Tuesday, 19 March 2013

Summer job search tips

You probably heard that one of the casualties of the 7 March provincial budget was the Summer Temporary Employment Program (STEP). STEP was a wage subsidy program not-for-profit organizations (e.g. charities, community leagues, government departments, universities and colleges) could apply to for funding to hire a student for the summer. All of the summer jobs I held while I was going to university were STEP-funded save one. As a matter of fact, I credit the last summer job I held as playing a significant role in how I ended up working at CAPS. That job was to organize a resource library for staff in the employee relations branch of the social services department. Near the end of the summer I heard that CAPS was looking for a career resources coordinator so I applied. While I was successful in getting an interview - in large part because of the experience I gained throughout the summer - I didn’t get the job. But a couple of weeks later, the director of CAPS called to offer me a different position. That was almost 25 years ago and, of course, I have never left. I often wonder where I would be today if I hadn’t gotten that interview.

So I was disappointed to hear about the cancellation of the STEP program this summer not only because I personally benefited from it but also because of my role as the director of CAPS. I really value programs like STEP that help to create employment for students, and all the staff at CAPS get concerned when we hear news that negatively impacts students’ job prospects. So I thought the least I can do is provide you with some advice on looking for summer work.

First, did you know CAPS works with many employers who post jobs with us, including summer jobs? And if you haven’t heard, we recently launched a new online job bank. You no longer have to be at a computer to access our job postings. You can now search for and view jobs anytime, anywhere from your mobile device. And that’s just one of the new features. I just checked our online job bank and we currently have 50 summer job postings. Something you should be aware of is that a single job posting does not necessarily equal a single job as many postings include multiple vacancies. For example, the job title of one of our current summer job postings is 'Environmental Educator/Natural Interpreter.' It is with the U of A’s Devonian Botanic Garden. They have nine openings.

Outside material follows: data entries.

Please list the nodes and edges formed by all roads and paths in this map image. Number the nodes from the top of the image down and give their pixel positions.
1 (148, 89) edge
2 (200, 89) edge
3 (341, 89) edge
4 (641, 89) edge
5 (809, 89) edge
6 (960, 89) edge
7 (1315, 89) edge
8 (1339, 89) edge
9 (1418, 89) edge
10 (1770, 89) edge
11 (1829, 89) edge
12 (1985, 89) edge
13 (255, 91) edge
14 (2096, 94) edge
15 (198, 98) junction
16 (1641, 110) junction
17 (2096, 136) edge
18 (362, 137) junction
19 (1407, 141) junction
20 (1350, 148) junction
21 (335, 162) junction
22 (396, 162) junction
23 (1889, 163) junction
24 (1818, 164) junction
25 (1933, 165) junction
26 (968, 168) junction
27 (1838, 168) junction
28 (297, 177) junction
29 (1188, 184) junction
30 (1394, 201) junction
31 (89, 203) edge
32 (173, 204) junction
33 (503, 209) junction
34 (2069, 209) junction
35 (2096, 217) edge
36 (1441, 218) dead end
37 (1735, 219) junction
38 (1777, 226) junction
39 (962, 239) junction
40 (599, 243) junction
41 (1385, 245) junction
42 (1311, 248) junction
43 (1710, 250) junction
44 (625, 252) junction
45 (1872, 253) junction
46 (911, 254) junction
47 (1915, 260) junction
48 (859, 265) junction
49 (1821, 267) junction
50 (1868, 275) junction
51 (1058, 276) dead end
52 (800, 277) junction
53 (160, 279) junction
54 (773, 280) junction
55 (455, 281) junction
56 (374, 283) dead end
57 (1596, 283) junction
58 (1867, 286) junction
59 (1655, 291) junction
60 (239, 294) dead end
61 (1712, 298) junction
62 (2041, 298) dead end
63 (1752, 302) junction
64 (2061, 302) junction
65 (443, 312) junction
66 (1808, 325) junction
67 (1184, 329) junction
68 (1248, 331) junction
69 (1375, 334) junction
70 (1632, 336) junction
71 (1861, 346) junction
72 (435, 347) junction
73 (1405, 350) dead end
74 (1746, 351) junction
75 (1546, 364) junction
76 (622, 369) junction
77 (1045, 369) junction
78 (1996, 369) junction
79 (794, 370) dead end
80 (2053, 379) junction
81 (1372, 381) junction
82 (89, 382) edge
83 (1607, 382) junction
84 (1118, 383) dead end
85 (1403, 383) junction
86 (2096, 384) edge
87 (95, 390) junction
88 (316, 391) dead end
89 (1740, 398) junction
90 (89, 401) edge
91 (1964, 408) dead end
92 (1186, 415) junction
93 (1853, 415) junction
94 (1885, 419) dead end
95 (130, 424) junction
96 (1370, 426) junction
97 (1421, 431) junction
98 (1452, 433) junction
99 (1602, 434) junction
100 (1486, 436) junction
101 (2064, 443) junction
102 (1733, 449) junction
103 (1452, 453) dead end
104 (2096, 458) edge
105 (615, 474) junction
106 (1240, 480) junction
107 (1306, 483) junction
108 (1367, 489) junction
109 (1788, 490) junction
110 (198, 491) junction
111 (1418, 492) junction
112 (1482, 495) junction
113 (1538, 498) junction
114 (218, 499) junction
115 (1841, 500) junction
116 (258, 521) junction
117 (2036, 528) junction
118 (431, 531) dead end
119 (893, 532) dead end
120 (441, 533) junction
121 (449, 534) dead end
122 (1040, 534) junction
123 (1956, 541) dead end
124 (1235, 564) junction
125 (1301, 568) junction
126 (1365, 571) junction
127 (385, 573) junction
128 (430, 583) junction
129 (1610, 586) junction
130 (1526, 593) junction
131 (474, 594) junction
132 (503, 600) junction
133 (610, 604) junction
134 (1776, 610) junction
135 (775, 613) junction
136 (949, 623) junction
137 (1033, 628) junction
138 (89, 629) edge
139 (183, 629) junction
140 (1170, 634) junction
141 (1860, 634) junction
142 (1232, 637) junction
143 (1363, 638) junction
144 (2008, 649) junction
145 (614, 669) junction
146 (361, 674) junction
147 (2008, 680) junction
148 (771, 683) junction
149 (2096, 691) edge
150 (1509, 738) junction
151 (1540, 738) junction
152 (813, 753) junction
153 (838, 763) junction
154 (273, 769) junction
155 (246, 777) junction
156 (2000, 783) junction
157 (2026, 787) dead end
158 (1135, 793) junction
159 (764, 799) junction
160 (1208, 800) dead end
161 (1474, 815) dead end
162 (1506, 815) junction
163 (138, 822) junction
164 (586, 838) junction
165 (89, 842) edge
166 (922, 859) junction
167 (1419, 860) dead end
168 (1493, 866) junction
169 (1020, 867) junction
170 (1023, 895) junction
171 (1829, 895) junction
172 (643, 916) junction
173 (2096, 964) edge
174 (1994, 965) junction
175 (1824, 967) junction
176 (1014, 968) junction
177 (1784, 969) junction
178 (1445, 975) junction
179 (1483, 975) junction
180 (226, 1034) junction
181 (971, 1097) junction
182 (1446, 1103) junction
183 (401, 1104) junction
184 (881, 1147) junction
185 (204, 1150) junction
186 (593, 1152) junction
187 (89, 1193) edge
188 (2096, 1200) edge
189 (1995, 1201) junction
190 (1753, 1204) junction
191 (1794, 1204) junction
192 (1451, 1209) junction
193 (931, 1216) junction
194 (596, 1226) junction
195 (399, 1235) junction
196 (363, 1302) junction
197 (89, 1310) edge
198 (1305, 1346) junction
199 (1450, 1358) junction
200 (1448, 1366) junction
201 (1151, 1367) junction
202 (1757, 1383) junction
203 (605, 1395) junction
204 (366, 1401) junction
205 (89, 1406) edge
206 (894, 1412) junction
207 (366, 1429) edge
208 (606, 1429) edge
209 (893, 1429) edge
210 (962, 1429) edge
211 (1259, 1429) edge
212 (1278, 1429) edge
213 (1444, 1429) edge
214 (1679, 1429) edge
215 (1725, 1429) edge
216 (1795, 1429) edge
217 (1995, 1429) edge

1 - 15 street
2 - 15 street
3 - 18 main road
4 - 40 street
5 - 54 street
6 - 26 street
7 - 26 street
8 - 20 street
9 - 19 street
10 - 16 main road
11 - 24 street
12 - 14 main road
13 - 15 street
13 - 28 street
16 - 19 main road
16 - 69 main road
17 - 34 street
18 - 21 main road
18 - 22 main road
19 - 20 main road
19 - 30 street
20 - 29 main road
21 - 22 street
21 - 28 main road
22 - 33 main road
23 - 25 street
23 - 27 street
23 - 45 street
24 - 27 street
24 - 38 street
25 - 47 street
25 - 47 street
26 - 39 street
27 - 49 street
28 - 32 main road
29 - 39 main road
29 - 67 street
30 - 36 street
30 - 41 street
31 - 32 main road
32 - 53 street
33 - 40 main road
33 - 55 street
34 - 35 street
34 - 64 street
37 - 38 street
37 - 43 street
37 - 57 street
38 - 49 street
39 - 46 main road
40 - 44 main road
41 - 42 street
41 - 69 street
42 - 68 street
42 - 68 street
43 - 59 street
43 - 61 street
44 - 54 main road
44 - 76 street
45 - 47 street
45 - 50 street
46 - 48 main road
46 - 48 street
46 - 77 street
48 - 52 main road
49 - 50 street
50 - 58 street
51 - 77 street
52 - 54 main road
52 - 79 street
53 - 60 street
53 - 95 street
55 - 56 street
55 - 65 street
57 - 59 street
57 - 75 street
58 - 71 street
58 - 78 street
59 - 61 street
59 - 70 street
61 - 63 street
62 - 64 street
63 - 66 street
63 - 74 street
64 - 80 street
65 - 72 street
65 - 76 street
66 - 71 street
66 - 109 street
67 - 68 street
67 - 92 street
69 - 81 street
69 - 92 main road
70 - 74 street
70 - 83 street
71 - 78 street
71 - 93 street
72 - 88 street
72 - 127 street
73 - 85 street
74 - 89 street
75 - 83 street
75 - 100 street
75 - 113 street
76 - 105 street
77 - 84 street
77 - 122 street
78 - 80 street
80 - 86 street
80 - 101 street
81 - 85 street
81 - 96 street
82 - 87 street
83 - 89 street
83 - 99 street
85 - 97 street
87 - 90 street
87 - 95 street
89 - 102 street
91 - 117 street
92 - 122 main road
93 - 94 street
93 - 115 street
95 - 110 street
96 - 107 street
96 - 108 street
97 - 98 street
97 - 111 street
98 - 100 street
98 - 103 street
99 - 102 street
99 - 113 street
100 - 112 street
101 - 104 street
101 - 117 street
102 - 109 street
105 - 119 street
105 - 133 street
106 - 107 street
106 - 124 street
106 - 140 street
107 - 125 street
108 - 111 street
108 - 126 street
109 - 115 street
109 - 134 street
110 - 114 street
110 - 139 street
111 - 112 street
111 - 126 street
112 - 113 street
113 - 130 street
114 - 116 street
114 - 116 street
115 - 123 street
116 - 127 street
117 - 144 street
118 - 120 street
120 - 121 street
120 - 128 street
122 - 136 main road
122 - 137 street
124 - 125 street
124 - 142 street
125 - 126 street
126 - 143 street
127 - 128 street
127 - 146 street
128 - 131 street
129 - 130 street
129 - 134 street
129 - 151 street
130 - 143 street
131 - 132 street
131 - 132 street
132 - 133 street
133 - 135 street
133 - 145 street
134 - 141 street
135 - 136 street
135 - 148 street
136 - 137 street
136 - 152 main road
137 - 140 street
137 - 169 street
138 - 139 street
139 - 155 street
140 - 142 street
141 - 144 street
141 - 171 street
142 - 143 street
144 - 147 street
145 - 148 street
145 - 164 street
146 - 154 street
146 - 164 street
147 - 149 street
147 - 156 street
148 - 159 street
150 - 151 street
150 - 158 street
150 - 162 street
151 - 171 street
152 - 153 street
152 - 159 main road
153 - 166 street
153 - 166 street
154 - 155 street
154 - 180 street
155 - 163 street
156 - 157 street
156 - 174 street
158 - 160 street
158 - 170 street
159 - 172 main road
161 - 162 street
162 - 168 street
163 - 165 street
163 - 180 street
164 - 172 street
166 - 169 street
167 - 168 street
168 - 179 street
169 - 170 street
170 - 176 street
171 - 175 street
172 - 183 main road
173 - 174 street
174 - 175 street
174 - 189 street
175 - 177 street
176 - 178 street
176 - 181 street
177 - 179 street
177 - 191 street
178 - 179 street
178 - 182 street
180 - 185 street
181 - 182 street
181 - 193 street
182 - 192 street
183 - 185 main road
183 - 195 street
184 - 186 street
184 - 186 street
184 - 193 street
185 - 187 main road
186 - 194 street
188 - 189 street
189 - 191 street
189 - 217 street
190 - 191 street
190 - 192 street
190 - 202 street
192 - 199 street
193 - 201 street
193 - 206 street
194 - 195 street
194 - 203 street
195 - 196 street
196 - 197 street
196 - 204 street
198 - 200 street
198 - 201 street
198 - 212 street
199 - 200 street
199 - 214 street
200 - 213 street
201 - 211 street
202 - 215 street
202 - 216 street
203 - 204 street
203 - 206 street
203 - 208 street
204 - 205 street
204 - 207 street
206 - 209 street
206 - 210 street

Second, be proactive in your work search. Don’t rely on job postings or other job advertisements. If there is an organization you are interested in working with for the summer, contact them directly. Let them know the type of work you are interested in and what you have to offer. Also make sure friends, family – everyone you know – are aware you are looking for a summer job. In other words, network, network, network! The more eyes and ears you have open for you, the more likely you’ll hear about opportunities, whether they are advertised or not.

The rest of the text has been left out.